(Saved data entries)
----------------
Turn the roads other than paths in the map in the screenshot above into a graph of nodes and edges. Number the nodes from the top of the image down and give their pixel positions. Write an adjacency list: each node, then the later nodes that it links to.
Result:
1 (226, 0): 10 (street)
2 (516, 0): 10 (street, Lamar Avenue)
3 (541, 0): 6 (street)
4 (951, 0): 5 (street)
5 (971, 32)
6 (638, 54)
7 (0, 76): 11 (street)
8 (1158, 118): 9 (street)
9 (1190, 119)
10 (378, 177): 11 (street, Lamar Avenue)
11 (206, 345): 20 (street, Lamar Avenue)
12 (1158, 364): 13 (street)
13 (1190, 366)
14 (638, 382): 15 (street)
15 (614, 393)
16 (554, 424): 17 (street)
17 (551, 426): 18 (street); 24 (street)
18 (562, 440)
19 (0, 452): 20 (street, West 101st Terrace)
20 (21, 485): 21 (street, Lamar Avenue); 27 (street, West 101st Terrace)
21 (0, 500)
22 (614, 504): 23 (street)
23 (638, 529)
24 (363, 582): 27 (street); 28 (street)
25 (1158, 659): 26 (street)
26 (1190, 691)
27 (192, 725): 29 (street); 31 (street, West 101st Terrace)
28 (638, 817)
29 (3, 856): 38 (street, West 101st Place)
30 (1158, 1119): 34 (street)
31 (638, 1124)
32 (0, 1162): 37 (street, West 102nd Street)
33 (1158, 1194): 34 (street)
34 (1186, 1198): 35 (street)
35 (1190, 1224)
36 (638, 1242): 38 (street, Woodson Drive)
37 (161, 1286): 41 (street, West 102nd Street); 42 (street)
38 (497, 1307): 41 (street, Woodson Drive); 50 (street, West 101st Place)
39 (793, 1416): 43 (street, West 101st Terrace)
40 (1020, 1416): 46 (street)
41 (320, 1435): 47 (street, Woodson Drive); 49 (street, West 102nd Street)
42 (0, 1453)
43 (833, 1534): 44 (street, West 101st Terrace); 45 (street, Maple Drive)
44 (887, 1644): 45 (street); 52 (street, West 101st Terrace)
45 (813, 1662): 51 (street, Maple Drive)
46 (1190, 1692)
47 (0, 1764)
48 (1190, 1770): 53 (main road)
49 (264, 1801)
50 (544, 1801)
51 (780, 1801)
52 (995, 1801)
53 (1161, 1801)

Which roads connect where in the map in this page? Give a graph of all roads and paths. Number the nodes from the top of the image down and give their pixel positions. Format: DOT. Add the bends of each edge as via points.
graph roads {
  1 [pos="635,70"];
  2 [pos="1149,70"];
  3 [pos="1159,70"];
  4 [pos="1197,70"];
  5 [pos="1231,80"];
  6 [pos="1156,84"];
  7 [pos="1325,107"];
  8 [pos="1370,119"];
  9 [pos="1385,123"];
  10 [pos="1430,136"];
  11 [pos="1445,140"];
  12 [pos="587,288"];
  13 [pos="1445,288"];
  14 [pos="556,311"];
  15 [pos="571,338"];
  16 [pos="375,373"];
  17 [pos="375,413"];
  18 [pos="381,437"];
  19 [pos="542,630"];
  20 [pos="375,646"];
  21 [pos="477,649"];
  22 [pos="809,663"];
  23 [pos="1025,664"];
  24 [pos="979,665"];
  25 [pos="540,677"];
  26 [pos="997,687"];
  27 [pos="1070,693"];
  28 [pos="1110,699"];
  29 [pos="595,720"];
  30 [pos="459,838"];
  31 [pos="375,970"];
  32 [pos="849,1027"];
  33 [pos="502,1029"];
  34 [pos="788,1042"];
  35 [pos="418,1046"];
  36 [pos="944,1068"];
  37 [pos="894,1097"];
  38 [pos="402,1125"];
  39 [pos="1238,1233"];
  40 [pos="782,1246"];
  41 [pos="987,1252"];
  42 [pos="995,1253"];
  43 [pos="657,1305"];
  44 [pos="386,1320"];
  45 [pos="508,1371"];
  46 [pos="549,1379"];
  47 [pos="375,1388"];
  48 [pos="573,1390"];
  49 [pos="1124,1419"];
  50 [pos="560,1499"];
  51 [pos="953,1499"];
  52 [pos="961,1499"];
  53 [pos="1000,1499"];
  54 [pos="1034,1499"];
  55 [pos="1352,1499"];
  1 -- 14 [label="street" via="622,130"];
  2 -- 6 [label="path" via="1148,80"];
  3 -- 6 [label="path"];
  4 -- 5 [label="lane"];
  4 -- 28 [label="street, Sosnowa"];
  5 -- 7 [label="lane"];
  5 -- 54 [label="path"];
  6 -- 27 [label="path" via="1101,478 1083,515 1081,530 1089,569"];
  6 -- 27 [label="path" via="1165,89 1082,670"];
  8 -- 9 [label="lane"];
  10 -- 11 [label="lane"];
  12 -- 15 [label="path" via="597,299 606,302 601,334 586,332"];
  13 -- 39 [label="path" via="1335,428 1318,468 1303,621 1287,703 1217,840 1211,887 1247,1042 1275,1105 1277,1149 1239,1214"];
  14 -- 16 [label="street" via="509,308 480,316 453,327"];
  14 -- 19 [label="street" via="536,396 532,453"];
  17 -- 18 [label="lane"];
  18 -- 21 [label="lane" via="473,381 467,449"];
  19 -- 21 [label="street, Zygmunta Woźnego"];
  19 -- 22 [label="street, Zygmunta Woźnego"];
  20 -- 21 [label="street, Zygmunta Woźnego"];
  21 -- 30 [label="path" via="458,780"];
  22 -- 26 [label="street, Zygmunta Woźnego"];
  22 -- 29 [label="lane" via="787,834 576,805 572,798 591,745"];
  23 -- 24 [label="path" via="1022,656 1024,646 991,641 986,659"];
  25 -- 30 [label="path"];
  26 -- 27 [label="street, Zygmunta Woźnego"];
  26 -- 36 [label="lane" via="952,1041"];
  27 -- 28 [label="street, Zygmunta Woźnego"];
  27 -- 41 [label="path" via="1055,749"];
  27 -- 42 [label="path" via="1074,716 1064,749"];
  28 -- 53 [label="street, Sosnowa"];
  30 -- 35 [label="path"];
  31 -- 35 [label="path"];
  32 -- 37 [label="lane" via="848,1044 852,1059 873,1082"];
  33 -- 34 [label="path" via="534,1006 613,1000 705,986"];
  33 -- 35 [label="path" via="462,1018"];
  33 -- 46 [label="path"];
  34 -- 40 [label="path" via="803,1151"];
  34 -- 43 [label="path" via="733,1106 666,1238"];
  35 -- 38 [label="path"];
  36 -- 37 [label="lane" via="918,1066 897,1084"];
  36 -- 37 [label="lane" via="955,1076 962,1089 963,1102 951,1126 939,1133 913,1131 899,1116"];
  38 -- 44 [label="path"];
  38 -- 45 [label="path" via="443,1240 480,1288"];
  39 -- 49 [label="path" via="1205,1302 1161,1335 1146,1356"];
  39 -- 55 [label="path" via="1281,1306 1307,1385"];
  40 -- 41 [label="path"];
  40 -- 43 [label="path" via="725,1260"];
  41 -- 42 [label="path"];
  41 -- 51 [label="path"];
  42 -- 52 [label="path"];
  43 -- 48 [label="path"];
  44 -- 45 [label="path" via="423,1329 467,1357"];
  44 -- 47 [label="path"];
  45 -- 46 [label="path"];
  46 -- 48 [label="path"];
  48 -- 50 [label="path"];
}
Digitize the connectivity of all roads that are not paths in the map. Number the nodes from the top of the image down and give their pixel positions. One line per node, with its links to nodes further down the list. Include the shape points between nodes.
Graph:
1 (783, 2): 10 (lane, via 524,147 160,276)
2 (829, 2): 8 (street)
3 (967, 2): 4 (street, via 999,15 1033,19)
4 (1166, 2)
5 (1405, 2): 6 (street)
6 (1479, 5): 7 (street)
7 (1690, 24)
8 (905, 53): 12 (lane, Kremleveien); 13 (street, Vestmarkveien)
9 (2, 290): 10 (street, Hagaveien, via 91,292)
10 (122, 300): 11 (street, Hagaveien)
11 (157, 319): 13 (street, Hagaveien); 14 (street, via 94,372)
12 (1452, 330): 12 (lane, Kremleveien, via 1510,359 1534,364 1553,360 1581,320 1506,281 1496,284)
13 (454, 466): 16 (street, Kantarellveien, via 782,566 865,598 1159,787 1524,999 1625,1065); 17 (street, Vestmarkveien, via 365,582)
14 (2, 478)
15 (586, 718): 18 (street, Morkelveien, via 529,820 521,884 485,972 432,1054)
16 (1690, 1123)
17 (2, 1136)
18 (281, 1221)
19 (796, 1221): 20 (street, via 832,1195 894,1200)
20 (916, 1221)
----------------
### Requirement
Where the word "image" shows up in a line of the entries above, copy that line.

### Written reply
Turn the roads other than paths in the map in the screenshot above into a graph of nodes and edges. Number the nodes from the top of the image down and give their pixel positions. Write an adjacency list: each node, then the later nodes that it links to.
Which roads connect where in the map in this page? Give a graph of all roads and paths. Number the nodes from the top of the image down and give their pixel positions. Format: DOT. Add the bends of each edge as via points.
Digitize the connectivity of all roads that are not paths in the map. Number the nodes from the top of the image down and give their pixel positions. One line per node, with its links to nodes further down the list. Include the shape points between nodes.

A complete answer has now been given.